Determine the number of odd, nonrepeating three digits numbers that can be written using digits from the set {1, 2, 3, 4}.
I hoping this is right.
3·2·2=12
Answer 12 ways.
To determine the number of odd, nonrepeating three-digit numbers that can be written using digits from the set {1, 2, 3, 4}, we need to consider a few different factors.

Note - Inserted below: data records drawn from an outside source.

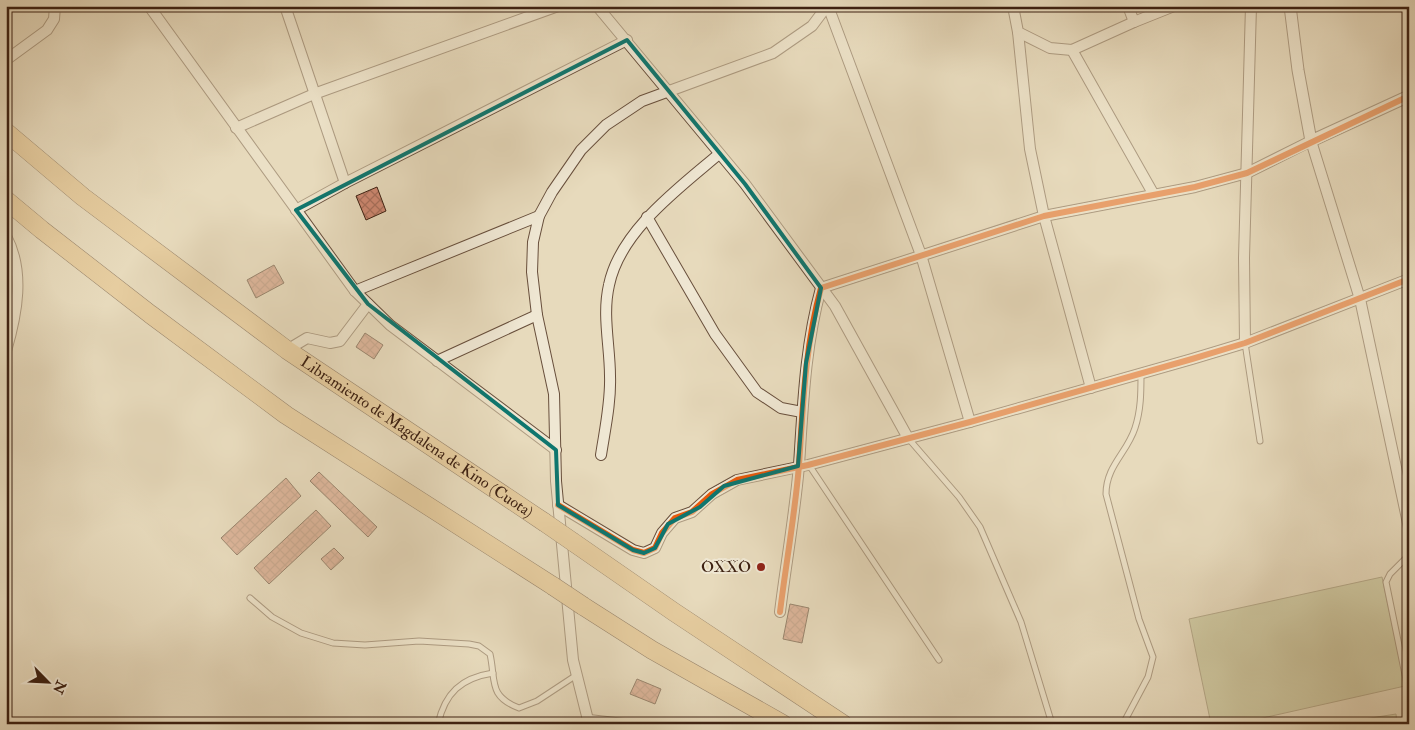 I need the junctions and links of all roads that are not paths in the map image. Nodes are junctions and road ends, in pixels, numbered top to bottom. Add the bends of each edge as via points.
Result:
1 (55, 6) edge
2 (149, 6) edge
3 (285, 6) edge
4 (558, 6) edge
5 (597, 6) edge
6 (827, 6) edge
7 (1012, 6) edge
8 (1128, 6) edge
9 (1174, 6) edge
10 (1251, 6) edge
11 (1290, 6) edge
12 (1134, 22) junction
13 (1018, 32) junction
14 (627, 40) junction
15 (1072, 50) junction
16 (6, 60) edge
17 (666, 90) junction
18 (314, 94) junction
19 (1409, 96) edge
20 (236, 128) junction
21 (6, 132) edge
22 (1311, 141) junction
23 (719, 154) junction
24 (1247, 174) junction
25 (345, 182) junction
26 (1154, 195) junction
27 (6, 200) edge
28 (296, 210) junction
29 (539, 216) junction
30 (647, 216) junction
31 (1044, 216) junction
32 (6, 236) edge
33 (921, 255) junction
34 (1409, 278) edge
35 (821, 288) junction
36 (355, 291) junction
37 (1360, 299) junction
38 (368, 304) junction
39 (537, 315) junction
40 (1245, 343) junction
41 (287, 350) junction
42 (6, 351) edge
43 (437, 361) junction
44 (1141, 374) junction
45 (1091, 388) junction
46 (802, 412) junction
47 (970, 422) junction
48 (908, 438) junction
49 (1260, 441) dead end
50 (556, 450) junction
51 (601, 455) dead end
52 (803, 465) junction
53 (1405, 492) edge
54 (558, 505) junction
55 (1409, 528) edge
56 (1409, 554) edge
57 (250, 598) dead end
58 (780, 612) dead end
59 (939, 660) dead end
60 (493, 673) junction
61 (575, 676) junction
62 (1409, 694) edge
63 (589, 722) edge
64 (438, 724) edge
65 (623, 724) edge
66 (783, 724) edge
67 (843, 724) edge
68 (1052, 724) edge
69 (1123, 724) edge

1 - 16 street via 54,19 47,30
2 - 20 street
3 - 18 street
4 - 18 street
5 - 14 street
6 - 17 street via 812,26 773,53
6 - 33 street
7 - 13 street
8 - 12 street
9 - 12 street
10 - 24 street
11 - 22 street
12 - 15 street
13 - 15 street via 1050,48
13 - 31 street via 1030,149
14 - 17 street
14 - 25 street
15 - 26 street
17 - 23 street
17 - 29 street via 642,101 606,125 573,161
18 - 20 street
18 - 25 street
19 - 22 street
20 - 28 street
21 - 41 highway, Libramiento de Magdalena de Kino (Cuota) via 83,198
22 - 24 street
22 - 37 street
23 - 30 street
23 - 35 street via 745,184
24 - 26 street
24 - 40 street
25 - 28 street
26 - 31 street
27 - 66 highway, bridge via 150,314 286,415 652,650
28 - 36 street
29 - 36 street
29 - 39 street via 533,242 532,272
30 - 46 street via 715,334 757,392 781,408
30 - 51 street via 622,254 609,284 606,331 610,392
31 - 33 street
31 - 45 street
32 - 42 street via 14,250 18,280
33 - 35 street
33 - 47 street
34 - 37 street
35 - 46 street via 812,326
35 - 48 street via 835,306
36 - 38 street
37 - 40 street
37 - 53 street
38 - 41 street via 340,341 330,343 307,338
38 - 43 street
39 - 43 street
39 - 50 street via 554,394
40 - 44 street
40 - 49 lane
41 - 67 highway, Libramiento de Magdalena de Kino (Cuota), bridge
43 - 50 street
44 - 45 street
44 - 69 lane via 1141,400 1135,430 1106,481 1106,494 1153,658 1148,676
45 - 47 street
46 - 52 street
47 - 48 street
48 - 52 street
48 - 68 lane via 959,497 980,528 1021,622
50 - 54 street
52 - 54 street via 724,486 700,507 675,518 655,548 644,553 633,550
52 - 58 street
52 - 59 lane
53 - 55 street
54 - 61 street
56 - 62 lane via 1386,582
57 - 60 lane via 272,618 333,643 366,645 419,641 479,646 490,654
60 - 61 lane via 495,691 519,708 537,702
60 - 64 lane via 472,679 448,696
61 - 63 street
63 - 65 street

First, we need to determine how many choices there are for the hundreds place digit. Since zero cannot be used as a leading digit, we cannot use the number 0 or 2 as the hundreds digit. This leaves us with two choices: 1 or 3.
Next, we need to determine how many choices there are for the tens place digit. Once we have chosen the hundreds digit, we have three digits left to choose from (since we can't repeat digits). However, we need to exclude one of the digits because it will be used as the units place digit. So, if we chose 1 as the hundreds digit, we would have three choices (2, 3, or 4) for the tens place digit. If we chose 3 as the hundreds digit, we would again have three choices (1, 2, or 4) for the tens place digit.
Finally, we need to determine how many choices there are for the units place digit. Once we have chosen the hundreds and tens place digits, only one digit is left, since we can't repeat digits.
To find the total number of odd, nonrepeating three-digit numbers, we multiply the number of choices for each place digit together.
If we chose 1 as the hundreds digit, there are 2 choices left for the tens place digit and 1 choice left for the units place digit. Therefore, there are 2 * 3 * 1 = 6 possible numbers.
If we chose 3 as the hundreds digit, there are again 2 choices left for the tens place digit and 1 choice left for the units place digit. Therefore, there are 2 * 3 * 1 = 6 possible numbers.
Adding the two cases together, we have a total of 6 + 6 = 12 odd, nonrepeating three-digit numbers that can be written using digits from the set {1, 2, 3, 4}.